From FlightGear wiki
Jump to navigation Jump to search

This page has changing notes about the ongoing World Scenery 3.0 rendering implementation. It can be considered a scratchpad. If you are looking to help with rendering, testing, scenery generation with VPB, or any other aspect of WS3 get in touch using the "fg-devel" mailing list.

Notes - short term features

Misc issues (near term):

  • Uniforms tile_width and tile_height sent from the CPU are the wrong way around. These could be packed in a vec2 called tile_size.xy. They are currently put into the global variable tile_size in landclass-search-functions.frag , and flipped manually.
  • terrain-overlay.eff is used in newer regional definitions instead of terrain-default. There's no way to tell FG to use the WS30 version - ws30-overlay.eff.
  • Roads: switching materials ws30Freeway and ws30Road to road-*.eff causes roads not to render. Switching to lfeat.eff causes roads to render, even at ultra, but there are no moving cars etc. (lfeat.eff is derived from Runway.eff which inherits from terrain and uses a runway shader at high settings). The terrain-default effect has the wrong texture and goes black in the distance. It is not designed, or the most efficient, for roads. The terrain fragment shaders have changed in recent eras so at ultra setting it is probably missing some uniform - e.g. xsize is sent used as a uniform (I can get roads to render by setting xsize to ysize, but there is an error in the console log about scaling the texture).
  • Likely no longer needed: Landclass texture dimensions in texels is useful - however textureSize() provides that. The question is if some exotic compiler/GPU has issues with this - maybe unlikely given FG will eventually need OpenGL 4.x+ support? Querying textureSize() is likely fast since the GPU must know this to handle the texture, so the value should be readily available. So this is not needed?
  • There's some sort of landclass border artifact visible at long range visible on a 10 series GPU. It's mostly hidden by the haze , which is thicker than normal right now due to issues with tile model position. To see it clearly remove haze and lighting via the control in the fragment shader.

Sending materials parameters to shaders as arrays of vec4s

v2, 19th Nov 2021.

Two ways of doing it: 1) each parameter as a separate array with a landclass index. 2) all material parameters per landclass in one block.

1) needs a function to look up non-vec4 parameters - it's possible to keep vec4 parameters as an array of vec4s, and pack single parameters in groups of 4 as a combined array. There needs to be a way to define, in an xml mapping file, which parameters are packed where in a combined vec4 array.

e.g. four materials parameters base_magnification_factor, use_overlay, overlay_magnification_factor, overlay_bias are packed into a suitably named combined array.

The other alternative is to have more occupancy and use an array with the relevant data type - e.g. floats .
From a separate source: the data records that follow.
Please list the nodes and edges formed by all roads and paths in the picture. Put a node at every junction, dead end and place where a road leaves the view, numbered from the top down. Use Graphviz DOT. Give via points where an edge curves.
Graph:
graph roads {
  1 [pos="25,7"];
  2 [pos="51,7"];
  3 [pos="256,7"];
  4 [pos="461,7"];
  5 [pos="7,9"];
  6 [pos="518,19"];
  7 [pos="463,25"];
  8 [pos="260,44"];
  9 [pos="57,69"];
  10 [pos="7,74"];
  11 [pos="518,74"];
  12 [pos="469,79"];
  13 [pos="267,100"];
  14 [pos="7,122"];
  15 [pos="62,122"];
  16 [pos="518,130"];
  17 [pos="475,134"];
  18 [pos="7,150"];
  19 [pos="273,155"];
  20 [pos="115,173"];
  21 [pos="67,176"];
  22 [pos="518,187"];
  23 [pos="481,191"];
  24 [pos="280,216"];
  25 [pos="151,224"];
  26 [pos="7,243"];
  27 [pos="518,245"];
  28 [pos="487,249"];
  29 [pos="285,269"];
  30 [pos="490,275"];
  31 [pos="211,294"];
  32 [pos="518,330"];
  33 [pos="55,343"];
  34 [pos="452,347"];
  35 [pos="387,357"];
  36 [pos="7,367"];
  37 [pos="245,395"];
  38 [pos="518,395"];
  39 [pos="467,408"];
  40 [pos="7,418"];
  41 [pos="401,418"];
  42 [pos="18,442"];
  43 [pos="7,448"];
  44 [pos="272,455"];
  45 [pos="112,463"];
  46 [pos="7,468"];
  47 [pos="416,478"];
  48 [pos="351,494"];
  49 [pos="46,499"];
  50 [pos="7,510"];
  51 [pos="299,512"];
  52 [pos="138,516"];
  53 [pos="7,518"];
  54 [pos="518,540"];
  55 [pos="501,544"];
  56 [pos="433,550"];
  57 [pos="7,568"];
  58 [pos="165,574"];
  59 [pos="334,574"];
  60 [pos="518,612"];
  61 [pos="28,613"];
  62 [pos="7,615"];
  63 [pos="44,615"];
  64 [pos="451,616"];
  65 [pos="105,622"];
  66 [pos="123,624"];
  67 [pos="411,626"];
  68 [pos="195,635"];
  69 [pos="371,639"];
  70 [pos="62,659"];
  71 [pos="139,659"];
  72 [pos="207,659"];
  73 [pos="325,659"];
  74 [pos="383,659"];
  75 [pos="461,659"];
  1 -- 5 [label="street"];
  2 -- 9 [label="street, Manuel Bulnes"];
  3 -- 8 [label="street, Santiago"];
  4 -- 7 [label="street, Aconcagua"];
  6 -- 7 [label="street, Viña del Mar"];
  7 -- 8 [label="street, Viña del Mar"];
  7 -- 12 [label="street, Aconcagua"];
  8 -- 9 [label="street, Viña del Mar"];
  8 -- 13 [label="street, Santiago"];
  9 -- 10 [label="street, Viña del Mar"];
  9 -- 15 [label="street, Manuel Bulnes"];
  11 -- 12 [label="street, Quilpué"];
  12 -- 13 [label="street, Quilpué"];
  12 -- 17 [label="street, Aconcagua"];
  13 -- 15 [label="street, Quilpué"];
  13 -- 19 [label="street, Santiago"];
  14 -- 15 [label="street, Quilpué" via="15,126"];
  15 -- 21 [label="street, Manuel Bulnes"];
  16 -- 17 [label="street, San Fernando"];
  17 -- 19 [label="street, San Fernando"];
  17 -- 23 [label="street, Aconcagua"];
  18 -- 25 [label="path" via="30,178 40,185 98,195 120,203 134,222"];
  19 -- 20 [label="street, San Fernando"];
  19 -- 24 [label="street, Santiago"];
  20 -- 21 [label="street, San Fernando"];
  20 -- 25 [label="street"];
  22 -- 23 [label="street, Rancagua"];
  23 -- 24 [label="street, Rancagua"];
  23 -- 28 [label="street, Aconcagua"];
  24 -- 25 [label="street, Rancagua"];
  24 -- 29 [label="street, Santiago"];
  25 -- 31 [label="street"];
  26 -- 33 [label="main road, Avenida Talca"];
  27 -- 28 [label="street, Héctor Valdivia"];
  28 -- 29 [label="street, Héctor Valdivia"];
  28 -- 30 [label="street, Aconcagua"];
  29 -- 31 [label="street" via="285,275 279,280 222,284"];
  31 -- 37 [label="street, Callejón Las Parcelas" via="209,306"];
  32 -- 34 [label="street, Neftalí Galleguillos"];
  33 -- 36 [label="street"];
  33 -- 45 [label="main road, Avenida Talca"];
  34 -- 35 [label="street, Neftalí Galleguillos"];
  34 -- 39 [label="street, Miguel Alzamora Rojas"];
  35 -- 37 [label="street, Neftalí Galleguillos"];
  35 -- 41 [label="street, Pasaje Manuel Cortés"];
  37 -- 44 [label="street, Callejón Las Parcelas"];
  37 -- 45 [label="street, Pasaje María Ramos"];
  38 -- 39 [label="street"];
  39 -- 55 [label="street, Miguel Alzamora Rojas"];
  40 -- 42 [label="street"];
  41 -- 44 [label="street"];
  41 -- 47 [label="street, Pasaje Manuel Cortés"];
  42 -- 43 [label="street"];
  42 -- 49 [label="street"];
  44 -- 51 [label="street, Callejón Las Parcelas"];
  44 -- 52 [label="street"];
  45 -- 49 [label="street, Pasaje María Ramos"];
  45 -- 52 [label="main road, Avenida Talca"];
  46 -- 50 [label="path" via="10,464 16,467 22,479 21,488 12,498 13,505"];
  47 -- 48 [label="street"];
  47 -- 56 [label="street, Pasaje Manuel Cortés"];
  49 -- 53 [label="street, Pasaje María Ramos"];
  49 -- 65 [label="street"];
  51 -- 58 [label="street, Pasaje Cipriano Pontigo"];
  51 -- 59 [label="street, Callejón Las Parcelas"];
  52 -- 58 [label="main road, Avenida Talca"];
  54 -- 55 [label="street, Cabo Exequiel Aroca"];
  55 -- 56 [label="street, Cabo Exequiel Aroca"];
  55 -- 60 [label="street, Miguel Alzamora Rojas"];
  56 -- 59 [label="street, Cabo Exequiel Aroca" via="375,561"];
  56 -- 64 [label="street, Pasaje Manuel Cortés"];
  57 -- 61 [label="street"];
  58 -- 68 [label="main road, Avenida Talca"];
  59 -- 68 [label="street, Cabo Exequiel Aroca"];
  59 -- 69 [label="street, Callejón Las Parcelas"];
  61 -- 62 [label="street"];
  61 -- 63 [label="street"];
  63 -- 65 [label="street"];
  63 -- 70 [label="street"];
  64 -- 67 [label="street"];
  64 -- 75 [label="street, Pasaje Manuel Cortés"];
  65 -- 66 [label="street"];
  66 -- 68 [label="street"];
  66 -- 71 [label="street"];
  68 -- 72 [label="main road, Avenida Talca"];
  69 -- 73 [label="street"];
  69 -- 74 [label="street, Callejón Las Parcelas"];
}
2) has the advantage that accesses are in interleaved format, which is easier on caches and reduces register pressure by being vec4s. 2 always needs a simple function or two to look it up.

e.g.

float getFloatFromVec4ArrayData(int i)
{
    int n = int(floor(float(i/4.0)));
    vec4 v4 = specularArray[n];
    int index_within_v4 = int(mod(float(i),4.0));
    float value = v4[index_within_v4];
    return value;
}


vec4 getVec4FromArrayData(int i) 
{
  return (vec4(getFloatFromArrayData(i), getFloatFromArrayData(i+1), getFloatFromArrayData(i+2), getFloatFromArrayData(i+3));
}

// Accessing parameters
vec4 specular = getVec4FromArrayData(size_of_parameter_block*landclass_index+17); // returns 17, 18, 19, 20
vec4 ambient = getVec4FromArrayData(size_of_parameter_block*landclass_index+21);
int use_overlay = int(getFloatFromVec4ArrayData(size_of_parameter_block*landclass_index+25));

2) needs a way to define a block of parameters per landclass in xml. e.g.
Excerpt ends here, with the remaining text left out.